Map-style data loader for multiple directories/files

Jamie_Donnelly · March 13, 2023, 3:26pm

I’m trying to create a Dataset for a large dataset. The dataset is probably 100-200GB currently partitioned into a few directories and in each directory there is ~50 .pt files each with approx 4,000,000 rows and a variable number of features (each .pt file has a different number of features) and each row of these files is a single sample.

Naturally I can’t and don’t want to hold even a fraction of this in memory at any one time, but I want to iterate through one file at a time because this saves any effort of bucketing batches for training an RNN, as each mini-batch will come from the same file and have the same # of features.

Has anyone encountered this sort of problem before? I thought about storing some sort of internal index that determines which .pt file __getitem__ returns from, cacheing the file internally and then when reaching the maximum length initialising a new index and loading the new indexed file to memory, but I don’t know what impact this will have when using a DistributedSampler in a DataLoader constructor to parallelise training.
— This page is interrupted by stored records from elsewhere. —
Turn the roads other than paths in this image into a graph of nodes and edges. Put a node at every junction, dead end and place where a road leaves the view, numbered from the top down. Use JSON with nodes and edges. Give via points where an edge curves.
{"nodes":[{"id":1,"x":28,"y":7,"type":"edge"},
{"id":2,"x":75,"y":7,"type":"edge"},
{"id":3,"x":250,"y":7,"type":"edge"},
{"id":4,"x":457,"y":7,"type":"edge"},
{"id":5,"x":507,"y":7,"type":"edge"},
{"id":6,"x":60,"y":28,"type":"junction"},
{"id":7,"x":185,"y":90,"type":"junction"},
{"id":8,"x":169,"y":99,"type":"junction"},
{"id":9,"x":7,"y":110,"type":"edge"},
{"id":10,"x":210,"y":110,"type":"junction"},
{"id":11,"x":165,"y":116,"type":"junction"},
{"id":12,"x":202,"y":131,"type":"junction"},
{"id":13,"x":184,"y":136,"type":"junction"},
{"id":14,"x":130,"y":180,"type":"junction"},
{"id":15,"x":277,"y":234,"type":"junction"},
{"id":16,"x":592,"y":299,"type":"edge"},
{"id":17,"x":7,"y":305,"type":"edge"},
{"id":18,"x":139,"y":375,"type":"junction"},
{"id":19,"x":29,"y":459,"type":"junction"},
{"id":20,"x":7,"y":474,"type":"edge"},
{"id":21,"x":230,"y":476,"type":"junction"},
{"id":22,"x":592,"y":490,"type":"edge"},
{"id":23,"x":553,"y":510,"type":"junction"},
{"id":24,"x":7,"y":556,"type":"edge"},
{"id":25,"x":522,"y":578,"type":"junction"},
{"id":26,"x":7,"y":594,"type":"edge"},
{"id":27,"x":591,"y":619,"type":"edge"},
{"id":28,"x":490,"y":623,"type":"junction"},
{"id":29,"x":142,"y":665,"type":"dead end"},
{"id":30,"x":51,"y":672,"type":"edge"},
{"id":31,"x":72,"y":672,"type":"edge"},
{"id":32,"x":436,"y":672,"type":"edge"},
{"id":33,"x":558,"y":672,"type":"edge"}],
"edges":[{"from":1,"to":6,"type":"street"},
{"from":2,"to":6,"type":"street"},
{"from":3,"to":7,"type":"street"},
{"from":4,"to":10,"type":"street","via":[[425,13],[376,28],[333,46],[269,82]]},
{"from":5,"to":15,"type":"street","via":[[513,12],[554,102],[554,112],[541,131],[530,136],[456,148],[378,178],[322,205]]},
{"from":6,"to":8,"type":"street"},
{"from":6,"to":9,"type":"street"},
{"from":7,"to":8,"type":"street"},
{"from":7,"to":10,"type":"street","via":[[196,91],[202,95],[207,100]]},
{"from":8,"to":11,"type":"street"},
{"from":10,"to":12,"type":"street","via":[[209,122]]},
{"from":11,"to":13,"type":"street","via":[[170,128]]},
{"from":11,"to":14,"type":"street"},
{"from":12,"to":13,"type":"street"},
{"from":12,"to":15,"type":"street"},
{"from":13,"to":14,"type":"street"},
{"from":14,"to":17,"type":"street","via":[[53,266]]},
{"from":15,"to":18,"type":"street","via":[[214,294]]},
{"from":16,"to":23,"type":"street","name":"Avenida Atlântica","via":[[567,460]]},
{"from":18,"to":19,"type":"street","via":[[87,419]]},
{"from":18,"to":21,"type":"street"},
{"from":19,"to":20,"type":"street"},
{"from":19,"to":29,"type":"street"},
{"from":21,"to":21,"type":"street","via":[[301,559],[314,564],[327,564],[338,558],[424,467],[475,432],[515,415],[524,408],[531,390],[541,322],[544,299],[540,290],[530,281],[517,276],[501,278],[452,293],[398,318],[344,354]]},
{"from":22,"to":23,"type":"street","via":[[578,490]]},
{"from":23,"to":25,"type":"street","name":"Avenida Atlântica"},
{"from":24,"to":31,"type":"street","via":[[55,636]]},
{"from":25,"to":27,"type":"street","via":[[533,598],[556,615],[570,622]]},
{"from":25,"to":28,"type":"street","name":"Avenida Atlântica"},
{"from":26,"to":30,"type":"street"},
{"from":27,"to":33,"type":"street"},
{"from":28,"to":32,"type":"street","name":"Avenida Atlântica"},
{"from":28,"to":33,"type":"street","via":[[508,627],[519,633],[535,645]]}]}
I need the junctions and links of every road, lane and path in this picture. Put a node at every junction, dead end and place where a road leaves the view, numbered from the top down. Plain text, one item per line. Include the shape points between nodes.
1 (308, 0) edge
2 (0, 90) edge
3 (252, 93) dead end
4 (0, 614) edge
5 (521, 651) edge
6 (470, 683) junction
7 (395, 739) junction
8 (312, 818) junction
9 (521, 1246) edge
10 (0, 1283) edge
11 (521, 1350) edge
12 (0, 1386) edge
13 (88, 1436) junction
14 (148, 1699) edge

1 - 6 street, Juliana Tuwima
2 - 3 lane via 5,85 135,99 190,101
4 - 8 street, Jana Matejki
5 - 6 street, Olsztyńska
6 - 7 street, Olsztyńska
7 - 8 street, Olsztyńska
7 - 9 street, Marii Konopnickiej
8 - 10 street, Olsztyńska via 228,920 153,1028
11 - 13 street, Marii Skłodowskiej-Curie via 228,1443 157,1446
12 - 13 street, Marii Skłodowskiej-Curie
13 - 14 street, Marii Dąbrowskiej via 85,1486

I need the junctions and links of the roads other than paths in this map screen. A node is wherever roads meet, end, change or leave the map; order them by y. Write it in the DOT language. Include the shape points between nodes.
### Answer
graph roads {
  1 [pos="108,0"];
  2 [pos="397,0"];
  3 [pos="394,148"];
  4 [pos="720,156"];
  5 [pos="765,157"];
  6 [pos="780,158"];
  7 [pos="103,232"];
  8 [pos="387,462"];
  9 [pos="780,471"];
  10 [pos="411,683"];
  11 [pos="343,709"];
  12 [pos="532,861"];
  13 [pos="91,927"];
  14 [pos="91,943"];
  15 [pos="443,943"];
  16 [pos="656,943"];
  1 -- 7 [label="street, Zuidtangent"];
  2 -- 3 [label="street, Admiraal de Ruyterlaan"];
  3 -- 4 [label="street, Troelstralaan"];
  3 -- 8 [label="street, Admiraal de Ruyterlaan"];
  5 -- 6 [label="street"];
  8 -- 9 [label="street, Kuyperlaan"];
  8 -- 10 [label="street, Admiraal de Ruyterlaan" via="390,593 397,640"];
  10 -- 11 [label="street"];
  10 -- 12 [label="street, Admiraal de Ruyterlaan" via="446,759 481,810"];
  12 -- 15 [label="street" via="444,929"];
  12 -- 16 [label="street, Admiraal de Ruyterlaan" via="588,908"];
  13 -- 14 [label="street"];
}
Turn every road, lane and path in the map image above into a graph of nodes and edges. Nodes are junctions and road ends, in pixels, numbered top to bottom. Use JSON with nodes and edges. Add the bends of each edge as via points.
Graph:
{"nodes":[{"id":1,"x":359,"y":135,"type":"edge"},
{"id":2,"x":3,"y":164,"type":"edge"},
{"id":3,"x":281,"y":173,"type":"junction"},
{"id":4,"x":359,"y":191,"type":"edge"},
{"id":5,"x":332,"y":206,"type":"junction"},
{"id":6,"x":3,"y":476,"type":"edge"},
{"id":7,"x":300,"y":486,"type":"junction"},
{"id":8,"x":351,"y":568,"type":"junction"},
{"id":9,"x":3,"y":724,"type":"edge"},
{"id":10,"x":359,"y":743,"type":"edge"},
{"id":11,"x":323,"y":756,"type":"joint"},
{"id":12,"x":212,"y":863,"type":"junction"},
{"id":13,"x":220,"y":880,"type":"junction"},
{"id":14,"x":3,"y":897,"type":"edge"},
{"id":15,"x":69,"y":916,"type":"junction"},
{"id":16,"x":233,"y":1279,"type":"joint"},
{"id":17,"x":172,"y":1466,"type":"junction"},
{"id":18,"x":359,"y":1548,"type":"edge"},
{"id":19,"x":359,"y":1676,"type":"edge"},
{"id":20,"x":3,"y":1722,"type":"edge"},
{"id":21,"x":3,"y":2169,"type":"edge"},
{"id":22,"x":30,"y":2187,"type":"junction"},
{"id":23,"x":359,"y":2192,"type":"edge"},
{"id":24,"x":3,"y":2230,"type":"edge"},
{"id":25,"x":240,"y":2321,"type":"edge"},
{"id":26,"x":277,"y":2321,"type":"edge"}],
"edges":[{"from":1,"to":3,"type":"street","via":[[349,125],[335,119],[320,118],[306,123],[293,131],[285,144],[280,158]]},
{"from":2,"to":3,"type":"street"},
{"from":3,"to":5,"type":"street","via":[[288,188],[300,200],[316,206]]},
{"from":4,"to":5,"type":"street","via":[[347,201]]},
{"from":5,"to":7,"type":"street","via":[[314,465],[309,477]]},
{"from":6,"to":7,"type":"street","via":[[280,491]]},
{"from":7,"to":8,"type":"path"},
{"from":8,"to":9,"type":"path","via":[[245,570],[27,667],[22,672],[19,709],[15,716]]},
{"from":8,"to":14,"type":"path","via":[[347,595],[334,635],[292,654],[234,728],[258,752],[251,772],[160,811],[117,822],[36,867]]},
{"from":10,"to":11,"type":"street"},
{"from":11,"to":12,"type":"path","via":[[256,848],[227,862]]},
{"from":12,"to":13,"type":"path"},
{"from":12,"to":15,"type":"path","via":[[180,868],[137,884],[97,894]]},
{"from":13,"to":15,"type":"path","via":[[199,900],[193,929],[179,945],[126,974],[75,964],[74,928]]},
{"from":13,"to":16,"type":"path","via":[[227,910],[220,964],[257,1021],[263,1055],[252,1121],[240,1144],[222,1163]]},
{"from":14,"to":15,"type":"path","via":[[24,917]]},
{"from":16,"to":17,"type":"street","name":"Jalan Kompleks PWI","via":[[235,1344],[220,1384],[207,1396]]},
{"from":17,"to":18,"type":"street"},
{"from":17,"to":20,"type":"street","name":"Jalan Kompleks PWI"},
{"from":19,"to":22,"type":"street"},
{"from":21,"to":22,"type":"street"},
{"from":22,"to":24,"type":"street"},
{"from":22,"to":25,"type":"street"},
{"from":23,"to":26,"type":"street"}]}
I have outlined an un-tested prototype Dataset below

class FlowData(Dataset):
    def __init__(self,roots):
        super(FlowData,self).__init__()
        self.roots = roots
        self.files = self._files()
        self.N = self._len()
        self._parsed = [] # List of already parsed `.pt` files
        self._global_index = _internal_state # index `.pt` file
        self._local_index = 0 # local index of row in `.pt` file
        self.x, self.y = self._load_internal(self.index)
        pass

    def _load_internal(self,index):
        x, y = torch.load(self.files[self.index])
        return x, y

    def __getitem__(self,index):
        if torch.is_tensor(index):
            index = index.tolist()
        try:
            x, y = self.x[self.local_index], self.y[self.local_index]
            self.local_index += 1
            return x, y
        except IndexError:
            self.local_index = 0
            pass

    def _files(self):
        files = []
        for dir in self.roots:
            for file in os.listdir(dir):
                files.append(os.path.join(dir,file))
        return sorted(files)

    def _len(self):
        N = 0
        for file in self.files:
            data = torch.load(file)
            N += data[0].shape[0]
        return N 
        
    def __len__(self):
        return self.N